EXCELENTÍSSIMO SENHOR DESEMBARGADOR PRESIDENTE DO E. TRIBUNAL DE JUSTIÇA DO ESTADO DE SÃO PAULO

Protocolado nº 106.244/2009

Assunto: Inconstitucionalidade da Lei nº 4.534, de 16 de junho de 2009, do Município de Mogi Guaçu, que “torna obrigatória a afixação de quadros ou molduras com a fotografia do Chefe do Poder Executivo Municipal em locais que especifica”.

 

Ementa: Ação direta de inconstitucionalidade da Lei nº 4.534, de 16 de junho de 2009, do Município de Mogi Guaçu, ajuizada pelo Procurador-Geral de Justiça. Ato normativo que “torna obrigatória a afixação de quadros ou molduras com a fotografia do Chefe do Poder Executivo Municipal em locais que especifica”. Projeto de lei de Vereador. Vício de iniciativa e criação de despesa sem indicação dos recursos disponíveis para o atendimento dos novos encargos. Violação da Constituição do Estado, artigos 5º; 37; 47, II e XIV; e 144 (vício de iniciativa); e 25 (criação de despesa sem indicação dos recursos disponíveis para atender aos novos encargos).

 

O Procurador-Geral de Justiça do Estado de São Paulo, no exercício da atribuição prevista no art. 116, inciso VI da Lei Complementar Estadual nº 734, de 26 de novembro de 1993 (Lei Orgânica do Ministério Público de São Paulo), em conformidade com o disposto no art.125, § 2º e art. 129, inciso IV da Constituição Federal, e ainda art. 74, inciso VI e art. 90, inciso III da Constituição do Estado de São Paulo, com amparo nas informações colhidas no incluso protocolado, vem, respeitosamente, perante esse Egrégio Tribunal de Justiça, promover a presente AÇÃO DIRETA DE INCONSTITUCIONALIDADE da Lei nº 4.534, de 16 de junho de 2009, do Município de Mogi Guaçu, pelos fundamentos a seguir expostos.

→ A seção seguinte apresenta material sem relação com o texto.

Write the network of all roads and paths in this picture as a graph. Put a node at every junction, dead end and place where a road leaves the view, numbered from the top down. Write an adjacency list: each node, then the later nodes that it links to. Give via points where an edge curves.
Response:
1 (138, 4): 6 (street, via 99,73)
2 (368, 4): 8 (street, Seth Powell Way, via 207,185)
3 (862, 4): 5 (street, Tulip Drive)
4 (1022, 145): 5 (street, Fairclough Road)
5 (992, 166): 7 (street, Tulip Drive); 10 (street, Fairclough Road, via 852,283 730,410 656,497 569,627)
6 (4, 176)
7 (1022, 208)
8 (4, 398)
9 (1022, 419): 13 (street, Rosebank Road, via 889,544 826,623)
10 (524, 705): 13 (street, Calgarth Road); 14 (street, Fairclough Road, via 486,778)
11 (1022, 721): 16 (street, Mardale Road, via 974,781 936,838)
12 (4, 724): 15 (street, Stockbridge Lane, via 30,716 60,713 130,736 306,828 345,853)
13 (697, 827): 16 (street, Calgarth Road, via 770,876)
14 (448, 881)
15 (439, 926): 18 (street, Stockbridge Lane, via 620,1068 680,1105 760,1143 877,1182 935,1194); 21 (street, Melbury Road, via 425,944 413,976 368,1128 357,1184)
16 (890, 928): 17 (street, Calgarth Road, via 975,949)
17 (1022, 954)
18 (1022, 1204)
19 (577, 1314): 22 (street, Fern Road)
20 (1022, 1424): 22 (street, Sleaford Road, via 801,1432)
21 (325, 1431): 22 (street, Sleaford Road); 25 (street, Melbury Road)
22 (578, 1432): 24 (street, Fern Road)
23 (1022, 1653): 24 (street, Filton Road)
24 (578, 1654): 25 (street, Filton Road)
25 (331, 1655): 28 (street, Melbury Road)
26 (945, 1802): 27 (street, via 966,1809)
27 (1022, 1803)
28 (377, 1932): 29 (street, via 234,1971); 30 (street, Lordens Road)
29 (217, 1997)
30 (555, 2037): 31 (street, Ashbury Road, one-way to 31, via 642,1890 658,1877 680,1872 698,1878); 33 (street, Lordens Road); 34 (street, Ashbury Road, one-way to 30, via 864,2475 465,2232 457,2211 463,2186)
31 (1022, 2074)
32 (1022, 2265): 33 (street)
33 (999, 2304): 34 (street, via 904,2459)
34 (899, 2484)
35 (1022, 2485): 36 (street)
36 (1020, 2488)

1. DO ATO NORMATIVO IMPUGNADO

A Lei nº 4.534, de 16 de junho de 2009, do Município de Mogi Guaçu, “torna obrigatória a afixação de quadros ou molduras com a fotografia do Chefe do Poder Executivo Municipal em locais que especifica”.

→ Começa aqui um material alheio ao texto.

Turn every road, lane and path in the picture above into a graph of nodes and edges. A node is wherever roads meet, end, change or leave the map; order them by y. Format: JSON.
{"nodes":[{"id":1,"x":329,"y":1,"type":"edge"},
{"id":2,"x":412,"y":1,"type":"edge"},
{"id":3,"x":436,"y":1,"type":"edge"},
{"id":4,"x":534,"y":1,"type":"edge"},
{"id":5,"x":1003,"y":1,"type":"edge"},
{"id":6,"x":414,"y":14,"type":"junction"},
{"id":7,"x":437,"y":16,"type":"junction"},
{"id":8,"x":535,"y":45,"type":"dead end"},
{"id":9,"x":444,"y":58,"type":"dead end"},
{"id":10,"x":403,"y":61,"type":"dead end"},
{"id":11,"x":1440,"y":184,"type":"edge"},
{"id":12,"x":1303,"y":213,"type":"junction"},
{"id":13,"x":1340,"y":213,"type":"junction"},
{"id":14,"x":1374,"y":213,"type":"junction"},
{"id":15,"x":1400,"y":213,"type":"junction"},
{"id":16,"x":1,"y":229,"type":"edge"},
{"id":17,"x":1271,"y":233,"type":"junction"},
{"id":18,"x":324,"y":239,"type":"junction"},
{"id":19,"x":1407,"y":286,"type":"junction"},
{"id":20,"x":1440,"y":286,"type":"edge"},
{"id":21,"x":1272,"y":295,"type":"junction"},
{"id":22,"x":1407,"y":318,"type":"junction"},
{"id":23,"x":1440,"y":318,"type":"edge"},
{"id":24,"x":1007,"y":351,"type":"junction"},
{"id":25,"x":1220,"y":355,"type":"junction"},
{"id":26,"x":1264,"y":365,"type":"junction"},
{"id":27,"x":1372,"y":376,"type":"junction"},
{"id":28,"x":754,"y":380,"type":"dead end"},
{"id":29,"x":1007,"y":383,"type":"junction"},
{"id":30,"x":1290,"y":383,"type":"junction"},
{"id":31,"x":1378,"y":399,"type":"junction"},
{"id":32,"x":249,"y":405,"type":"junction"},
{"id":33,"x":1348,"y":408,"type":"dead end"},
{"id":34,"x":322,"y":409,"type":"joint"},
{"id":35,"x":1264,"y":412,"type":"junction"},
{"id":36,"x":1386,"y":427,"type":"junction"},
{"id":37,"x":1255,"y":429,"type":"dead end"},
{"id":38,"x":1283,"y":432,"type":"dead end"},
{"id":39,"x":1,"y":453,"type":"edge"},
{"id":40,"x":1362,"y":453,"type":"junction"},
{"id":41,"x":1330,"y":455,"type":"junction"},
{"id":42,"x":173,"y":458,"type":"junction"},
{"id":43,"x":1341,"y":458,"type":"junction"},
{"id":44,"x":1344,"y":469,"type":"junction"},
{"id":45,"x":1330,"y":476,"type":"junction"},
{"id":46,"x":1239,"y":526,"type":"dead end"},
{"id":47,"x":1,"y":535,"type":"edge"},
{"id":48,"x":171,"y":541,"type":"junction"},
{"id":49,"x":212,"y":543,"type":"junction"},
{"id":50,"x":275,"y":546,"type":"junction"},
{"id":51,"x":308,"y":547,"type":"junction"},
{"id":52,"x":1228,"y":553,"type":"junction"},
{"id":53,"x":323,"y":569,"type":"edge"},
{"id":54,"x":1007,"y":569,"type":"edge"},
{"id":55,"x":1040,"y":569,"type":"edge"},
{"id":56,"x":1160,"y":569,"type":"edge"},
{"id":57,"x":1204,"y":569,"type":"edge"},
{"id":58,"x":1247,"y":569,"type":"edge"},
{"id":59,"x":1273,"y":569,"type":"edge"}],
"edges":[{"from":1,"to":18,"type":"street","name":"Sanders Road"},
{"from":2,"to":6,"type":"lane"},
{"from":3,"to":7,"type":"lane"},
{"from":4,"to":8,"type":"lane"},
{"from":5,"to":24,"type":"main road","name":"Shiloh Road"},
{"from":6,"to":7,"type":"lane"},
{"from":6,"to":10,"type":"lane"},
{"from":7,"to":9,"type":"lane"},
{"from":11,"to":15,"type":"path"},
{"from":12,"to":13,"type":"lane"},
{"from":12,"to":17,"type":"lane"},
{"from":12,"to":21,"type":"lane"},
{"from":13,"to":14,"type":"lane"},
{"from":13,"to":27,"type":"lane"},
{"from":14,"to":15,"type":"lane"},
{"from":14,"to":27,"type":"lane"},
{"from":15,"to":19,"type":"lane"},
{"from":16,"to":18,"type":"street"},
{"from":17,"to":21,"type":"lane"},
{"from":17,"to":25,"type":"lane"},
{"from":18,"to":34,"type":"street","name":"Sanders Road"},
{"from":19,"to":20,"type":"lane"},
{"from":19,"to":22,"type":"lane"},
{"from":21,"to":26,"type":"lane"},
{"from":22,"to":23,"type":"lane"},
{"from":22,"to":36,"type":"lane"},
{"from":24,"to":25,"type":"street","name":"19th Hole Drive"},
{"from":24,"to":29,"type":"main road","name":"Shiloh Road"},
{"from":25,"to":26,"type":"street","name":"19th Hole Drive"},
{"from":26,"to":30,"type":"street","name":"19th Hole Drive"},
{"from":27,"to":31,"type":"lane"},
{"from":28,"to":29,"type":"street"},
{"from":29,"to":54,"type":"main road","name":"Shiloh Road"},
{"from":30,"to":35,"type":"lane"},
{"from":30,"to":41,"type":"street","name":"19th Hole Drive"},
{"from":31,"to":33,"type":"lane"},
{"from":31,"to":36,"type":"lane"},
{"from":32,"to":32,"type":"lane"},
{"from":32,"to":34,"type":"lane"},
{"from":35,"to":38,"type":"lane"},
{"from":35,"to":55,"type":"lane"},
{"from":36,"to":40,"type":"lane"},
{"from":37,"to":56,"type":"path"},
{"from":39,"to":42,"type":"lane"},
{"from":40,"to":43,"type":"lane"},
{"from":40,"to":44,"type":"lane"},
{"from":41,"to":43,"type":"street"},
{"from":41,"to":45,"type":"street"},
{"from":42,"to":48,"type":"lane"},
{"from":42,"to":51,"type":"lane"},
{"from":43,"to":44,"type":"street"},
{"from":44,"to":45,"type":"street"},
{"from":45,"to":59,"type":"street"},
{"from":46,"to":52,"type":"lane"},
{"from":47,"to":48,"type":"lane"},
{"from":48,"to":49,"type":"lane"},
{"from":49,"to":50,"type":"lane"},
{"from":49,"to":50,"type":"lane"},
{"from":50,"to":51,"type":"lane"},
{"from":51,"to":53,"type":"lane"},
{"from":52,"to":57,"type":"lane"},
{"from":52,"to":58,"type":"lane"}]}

Contudo, é possível afirmar que a Lei impugnada ofende frontalmente os seguintes artigos da Constituição do Estado de São Paulo: 5º; 37; 47, II e XIV; e 144 (vício de iniciativa); e 25 (criação de despesa sem indicação dos recursos disponíveis para atender aos novos encargos).

É o que será demonstrado a seguir.

2. FUNDAMENTAÇÃO

Representantes da Associação de Proteção ao Meio Ambiente de Mogi Guaçu e do Instituto de Cidadania de Mogi Guaçu noticiaram ao Procurador-Geral de Justiça que o Município de Mogi Guaçu editou a Lei nº 4.534/2009, tornando obrigatória a afixação de quadros ou molduras com a fotografia do Chefe do Poder Executivo Municipal em determinados locais.

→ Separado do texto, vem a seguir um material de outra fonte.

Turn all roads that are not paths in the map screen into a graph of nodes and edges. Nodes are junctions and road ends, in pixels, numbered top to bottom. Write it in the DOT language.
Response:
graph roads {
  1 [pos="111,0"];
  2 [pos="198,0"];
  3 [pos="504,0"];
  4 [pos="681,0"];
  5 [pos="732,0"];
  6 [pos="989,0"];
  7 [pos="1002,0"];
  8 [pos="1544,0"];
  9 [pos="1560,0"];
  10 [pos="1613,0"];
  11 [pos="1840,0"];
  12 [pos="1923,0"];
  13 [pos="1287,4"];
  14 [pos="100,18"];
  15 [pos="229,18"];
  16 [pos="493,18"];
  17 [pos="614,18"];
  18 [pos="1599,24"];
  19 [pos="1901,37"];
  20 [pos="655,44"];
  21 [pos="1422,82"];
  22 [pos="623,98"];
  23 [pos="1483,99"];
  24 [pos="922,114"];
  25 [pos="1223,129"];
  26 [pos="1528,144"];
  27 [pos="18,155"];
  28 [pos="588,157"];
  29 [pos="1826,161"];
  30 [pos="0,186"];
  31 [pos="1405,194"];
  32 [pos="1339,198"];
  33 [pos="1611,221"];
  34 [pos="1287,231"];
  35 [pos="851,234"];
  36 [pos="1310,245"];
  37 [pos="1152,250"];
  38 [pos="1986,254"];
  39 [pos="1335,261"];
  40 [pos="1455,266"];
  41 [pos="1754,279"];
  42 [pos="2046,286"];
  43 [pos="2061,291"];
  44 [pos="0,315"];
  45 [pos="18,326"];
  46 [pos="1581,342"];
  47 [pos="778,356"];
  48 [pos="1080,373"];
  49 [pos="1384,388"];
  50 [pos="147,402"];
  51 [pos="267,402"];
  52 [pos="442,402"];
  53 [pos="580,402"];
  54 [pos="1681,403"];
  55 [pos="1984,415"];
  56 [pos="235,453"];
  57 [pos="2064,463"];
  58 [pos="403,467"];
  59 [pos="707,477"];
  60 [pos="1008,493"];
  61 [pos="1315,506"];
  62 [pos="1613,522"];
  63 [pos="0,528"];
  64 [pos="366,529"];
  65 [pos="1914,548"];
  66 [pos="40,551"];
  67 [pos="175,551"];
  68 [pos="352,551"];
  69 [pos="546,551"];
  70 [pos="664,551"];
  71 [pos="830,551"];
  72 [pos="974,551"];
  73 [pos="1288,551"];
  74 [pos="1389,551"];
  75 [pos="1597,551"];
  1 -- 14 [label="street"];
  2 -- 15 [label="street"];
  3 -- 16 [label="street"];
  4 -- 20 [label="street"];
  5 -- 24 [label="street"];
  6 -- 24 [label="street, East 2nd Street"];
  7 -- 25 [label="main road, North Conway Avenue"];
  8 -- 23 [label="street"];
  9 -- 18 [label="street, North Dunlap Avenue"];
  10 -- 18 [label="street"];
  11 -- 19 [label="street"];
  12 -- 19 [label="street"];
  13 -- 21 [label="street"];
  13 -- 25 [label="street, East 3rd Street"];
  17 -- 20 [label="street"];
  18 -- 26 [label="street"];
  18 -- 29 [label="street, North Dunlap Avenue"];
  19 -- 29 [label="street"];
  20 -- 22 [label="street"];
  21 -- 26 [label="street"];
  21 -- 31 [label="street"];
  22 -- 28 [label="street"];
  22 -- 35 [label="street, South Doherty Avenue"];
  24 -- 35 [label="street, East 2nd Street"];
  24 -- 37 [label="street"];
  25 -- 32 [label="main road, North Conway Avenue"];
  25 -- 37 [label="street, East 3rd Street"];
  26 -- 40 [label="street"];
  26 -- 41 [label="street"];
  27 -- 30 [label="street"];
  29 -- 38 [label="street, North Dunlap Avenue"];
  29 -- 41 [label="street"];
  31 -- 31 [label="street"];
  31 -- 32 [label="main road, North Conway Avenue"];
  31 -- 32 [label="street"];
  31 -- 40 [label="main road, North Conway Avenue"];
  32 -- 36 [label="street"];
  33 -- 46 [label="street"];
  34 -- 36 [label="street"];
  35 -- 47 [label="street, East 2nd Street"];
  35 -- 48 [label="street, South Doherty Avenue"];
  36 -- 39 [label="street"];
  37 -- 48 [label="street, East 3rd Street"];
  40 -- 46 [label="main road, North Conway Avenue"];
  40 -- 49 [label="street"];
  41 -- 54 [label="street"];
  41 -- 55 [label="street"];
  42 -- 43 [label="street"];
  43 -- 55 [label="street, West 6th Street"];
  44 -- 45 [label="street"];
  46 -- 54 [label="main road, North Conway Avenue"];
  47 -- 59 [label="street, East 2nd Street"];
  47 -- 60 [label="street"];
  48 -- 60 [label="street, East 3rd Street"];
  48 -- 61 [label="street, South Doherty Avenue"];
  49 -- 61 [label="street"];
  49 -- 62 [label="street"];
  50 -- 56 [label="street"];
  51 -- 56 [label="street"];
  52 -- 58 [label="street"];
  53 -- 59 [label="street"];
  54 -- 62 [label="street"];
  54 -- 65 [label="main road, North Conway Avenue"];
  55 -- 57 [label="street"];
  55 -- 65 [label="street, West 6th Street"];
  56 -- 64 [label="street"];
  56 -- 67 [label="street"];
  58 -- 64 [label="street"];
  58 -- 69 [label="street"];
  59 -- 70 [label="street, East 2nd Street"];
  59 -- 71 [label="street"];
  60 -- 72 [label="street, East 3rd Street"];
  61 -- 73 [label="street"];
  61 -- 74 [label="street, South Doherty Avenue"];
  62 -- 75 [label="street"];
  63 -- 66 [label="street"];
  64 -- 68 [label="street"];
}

Segundo a representação, por força dessa lei, estão sendo adquiridos 150 (cento e cinqüenta) quadros com a fotografia do atual Prefeito para a afixação em escolas e repartições públicas.

Cogita-se de que a conduta determinada pela lei não atende ao interesse público e que visaria, exclusivamente, à “promoção da pessoa do Prefeito Municipal”, às expensas do Erário e com a utilização indevida do espaço público.

Os subscritores informaram que a lei decorre de projeto de Vereador, tendo nascido, portanto, com vício de iniciativa, pois aos Edis é defeso a iniciativa de leis que gerem despesas públicas.

Recebida a representação, foram requisitadas as informações.

O Presidente da Câmara Municipal encaminhou a certidão de vigência da lei objurgada e cópia do processo legislativo, pelos quais se constata que, efetivamente, o ato normativo decorreu de projeto do Vereador IVENS ANTONIO RIBEIRO SABINO CHIARELLI (fls. 20), aprovado em regime de urgência especial na Sessão Ordinária de 1º de Junho de 2009.

Consta da certidão anexada a fls. 18 que a lei foi promulgada pelo Prefeito no dia 17 de junho de 2009, e que, desde então, se encontra em vigor.

O Prefeito, a seu turno, defendeu a constitucionalidade do ato normativo, sustentando que possui caráter educativo e fomenta a cidadania (fls. 29/30).

De toda sorte, com base nos elementos colhidos, é possível concluir que a Lei nº 4.534/2009 é, de fato, inconstitucional, à luz dos dispositivos da Constituição do Estado acima destacados.

Com efeito, a Lei nº 4.534/2009, objeto desta ação direta, cria obrigações e fixa condutas para a Administração Municipal, ao estabelecer que “é obrigatória a afixação de quadro ou moldura com a fotografia do Chefe do Poder Executivo Municipal em todas as repartições públicas municipais bem como em todas as Escolas Municipais ou Municipalizadas” (art. 1º).

Neste sentido, considerada a iniciativa parlamentar que culminou na edição do ato normativo em análise, é visível que o Poder Legislativo municipal invadiu a esfera de atribuições do Chefe do Poder Executivo.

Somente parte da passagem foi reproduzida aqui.